Activity: In the entries below, find the lines that include "Principal" and give their number as the whole reply.

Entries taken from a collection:
*-*-*
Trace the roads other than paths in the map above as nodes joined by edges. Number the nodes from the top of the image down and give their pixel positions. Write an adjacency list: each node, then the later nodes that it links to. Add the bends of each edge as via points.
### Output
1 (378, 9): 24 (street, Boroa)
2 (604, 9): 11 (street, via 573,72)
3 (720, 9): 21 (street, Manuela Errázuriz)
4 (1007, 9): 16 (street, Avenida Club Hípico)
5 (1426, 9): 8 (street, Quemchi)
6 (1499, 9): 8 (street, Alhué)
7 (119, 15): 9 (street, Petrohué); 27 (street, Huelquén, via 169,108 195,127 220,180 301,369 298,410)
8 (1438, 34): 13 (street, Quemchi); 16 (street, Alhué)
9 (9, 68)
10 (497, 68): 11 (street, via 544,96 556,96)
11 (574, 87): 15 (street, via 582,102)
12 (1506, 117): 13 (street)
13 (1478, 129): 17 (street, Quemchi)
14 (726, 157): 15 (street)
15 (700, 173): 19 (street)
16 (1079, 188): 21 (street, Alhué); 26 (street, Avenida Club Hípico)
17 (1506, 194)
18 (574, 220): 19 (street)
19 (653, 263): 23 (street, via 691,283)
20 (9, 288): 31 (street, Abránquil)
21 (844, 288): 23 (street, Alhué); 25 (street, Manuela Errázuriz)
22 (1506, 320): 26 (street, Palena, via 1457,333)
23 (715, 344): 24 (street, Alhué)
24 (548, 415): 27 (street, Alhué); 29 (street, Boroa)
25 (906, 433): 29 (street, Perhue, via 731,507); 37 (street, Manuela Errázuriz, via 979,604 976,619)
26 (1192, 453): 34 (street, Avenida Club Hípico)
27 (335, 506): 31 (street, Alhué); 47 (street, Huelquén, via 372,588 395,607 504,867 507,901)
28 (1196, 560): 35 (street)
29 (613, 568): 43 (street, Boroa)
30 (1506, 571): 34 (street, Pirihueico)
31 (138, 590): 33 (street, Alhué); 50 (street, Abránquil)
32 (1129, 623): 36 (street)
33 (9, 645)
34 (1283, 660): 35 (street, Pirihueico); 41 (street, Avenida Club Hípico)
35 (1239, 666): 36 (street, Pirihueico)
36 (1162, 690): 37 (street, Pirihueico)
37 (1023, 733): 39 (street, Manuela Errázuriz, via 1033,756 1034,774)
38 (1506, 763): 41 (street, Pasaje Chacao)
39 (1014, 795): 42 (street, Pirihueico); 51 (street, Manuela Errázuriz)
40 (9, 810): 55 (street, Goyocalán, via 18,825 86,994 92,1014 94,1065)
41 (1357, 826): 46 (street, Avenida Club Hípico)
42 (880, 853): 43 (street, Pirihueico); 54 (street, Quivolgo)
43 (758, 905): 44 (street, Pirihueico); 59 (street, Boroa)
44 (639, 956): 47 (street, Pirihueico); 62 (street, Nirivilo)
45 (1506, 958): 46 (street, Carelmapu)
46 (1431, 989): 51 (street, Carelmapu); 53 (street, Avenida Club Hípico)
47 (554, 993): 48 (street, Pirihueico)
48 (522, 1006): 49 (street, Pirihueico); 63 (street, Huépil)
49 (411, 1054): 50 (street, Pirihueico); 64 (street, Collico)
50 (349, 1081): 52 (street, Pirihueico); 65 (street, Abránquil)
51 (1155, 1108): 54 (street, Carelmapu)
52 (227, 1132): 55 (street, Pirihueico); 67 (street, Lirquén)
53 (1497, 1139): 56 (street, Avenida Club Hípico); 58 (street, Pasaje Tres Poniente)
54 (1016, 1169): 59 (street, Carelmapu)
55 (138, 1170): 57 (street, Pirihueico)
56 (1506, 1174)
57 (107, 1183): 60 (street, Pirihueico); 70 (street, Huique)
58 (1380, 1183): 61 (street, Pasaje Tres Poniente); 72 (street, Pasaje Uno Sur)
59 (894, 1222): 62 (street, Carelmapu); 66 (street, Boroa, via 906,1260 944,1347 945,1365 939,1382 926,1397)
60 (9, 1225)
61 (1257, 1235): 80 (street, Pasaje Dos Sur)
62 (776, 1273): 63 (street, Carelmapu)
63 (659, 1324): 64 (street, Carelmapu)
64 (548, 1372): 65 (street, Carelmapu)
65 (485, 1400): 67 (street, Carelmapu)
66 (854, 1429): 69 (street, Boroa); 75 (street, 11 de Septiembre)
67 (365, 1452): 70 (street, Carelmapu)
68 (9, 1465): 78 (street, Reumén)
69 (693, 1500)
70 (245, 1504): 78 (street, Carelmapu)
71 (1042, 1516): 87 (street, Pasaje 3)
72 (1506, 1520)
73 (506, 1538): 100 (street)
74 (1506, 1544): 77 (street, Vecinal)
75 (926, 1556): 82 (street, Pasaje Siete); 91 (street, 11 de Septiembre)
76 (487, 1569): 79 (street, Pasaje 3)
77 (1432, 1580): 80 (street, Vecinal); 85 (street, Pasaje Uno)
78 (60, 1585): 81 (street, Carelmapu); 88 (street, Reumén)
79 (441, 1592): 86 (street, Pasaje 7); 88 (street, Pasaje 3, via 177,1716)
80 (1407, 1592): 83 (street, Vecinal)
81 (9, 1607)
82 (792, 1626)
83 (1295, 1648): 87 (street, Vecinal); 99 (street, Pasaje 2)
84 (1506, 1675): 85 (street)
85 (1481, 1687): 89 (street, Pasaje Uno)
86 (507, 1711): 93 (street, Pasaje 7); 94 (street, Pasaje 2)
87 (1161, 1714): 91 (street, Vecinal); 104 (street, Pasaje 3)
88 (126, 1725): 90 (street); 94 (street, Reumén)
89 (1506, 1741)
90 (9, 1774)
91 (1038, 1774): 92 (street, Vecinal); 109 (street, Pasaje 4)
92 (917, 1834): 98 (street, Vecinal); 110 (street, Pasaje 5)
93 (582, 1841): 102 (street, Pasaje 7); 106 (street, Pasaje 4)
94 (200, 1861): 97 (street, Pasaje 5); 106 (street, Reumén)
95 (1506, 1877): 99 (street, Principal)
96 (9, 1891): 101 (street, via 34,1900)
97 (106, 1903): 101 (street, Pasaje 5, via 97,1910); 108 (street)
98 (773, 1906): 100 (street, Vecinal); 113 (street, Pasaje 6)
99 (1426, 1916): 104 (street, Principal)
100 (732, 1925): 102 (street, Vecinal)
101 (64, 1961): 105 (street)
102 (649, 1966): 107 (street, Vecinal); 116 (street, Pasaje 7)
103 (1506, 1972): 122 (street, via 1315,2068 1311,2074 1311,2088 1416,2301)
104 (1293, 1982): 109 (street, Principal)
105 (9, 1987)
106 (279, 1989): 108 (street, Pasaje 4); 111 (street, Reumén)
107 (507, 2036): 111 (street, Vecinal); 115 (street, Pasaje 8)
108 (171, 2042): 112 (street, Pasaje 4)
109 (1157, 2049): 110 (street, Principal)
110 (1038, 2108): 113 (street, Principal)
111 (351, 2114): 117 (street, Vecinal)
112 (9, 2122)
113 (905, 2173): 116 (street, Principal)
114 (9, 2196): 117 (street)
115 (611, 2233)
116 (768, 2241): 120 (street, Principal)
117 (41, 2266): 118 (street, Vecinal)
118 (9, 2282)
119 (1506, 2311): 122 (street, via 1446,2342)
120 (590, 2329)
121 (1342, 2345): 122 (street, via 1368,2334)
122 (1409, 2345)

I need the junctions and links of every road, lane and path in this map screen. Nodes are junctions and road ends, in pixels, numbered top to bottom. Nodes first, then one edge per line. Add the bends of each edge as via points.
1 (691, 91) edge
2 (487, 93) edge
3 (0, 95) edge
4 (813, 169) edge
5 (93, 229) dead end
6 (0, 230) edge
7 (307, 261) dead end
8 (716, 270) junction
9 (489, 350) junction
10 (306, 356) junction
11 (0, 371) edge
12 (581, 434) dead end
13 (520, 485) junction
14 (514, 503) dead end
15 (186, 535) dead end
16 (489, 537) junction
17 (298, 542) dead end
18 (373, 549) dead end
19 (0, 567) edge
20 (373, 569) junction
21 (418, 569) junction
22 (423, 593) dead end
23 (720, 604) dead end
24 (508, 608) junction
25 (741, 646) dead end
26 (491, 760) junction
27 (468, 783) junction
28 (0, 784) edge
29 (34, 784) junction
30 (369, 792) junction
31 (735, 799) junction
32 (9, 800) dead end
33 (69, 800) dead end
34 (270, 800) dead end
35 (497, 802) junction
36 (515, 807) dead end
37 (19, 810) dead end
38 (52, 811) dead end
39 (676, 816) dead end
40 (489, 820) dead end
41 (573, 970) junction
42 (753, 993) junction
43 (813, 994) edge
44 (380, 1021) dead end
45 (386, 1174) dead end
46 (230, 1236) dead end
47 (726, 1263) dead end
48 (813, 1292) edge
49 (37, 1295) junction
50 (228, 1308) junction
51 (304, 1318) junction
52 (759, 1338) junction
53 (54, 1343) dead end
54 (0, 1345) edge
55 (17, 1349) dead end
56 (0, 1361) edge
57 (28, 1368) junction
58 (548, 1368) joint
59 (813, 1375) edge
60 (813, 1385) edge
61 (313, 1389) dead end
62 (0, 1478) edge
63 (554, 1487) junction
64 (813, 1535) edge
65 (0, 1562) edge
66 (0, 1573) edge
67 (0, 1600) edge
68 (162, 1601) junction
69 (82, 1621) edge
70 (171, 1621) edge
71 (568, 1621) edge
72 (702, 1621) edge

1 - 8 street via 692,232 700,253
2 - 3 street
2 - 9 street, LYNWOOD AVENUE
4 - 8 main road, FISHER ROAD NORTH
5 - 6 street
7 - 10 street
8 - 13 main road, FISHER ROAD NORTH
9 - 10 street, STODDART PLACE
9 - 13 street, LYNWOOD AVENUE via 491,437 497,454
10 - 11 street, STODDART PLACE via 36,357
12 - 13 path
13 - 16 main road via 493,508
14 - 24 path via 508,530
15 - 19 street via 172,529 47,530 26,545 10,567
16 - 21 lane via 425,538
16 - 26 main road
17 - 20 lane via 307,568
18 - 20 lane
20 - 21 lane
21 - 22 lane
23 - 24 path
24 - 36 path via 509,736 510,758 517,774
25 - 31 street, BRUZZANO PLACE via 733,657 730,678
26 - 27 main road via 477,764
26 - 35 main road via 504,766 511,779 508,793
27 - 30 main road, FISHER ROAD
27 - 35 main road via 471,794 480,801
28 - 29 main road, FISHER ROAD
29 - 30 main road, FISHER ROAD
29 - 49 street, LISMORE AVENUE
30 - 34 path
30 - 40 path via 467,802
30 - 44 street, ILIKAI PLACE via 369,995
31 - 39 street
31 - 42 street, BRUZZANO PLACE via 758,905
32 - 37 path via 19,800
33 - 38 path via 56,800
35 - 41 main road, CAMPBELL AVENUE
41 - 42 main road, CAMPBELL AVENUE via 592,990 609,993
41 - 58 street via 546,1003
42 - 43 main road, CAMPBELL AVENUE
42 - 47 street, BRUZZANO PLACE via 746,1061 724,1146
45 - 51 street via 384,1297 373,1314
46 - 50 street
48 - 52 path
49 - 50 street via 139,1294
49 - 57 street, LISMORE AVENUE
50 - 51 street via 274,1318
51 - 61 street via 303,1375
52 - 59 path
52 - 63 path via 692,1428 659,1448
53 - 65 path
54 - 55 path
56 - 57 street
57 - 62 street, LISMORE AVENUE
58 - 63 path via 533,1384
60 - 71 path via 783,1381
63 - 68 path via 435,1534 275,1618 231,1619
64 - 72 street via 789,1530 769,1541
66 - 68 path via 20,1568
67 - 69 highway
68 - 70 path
*-*-*
Result of the exercise: 7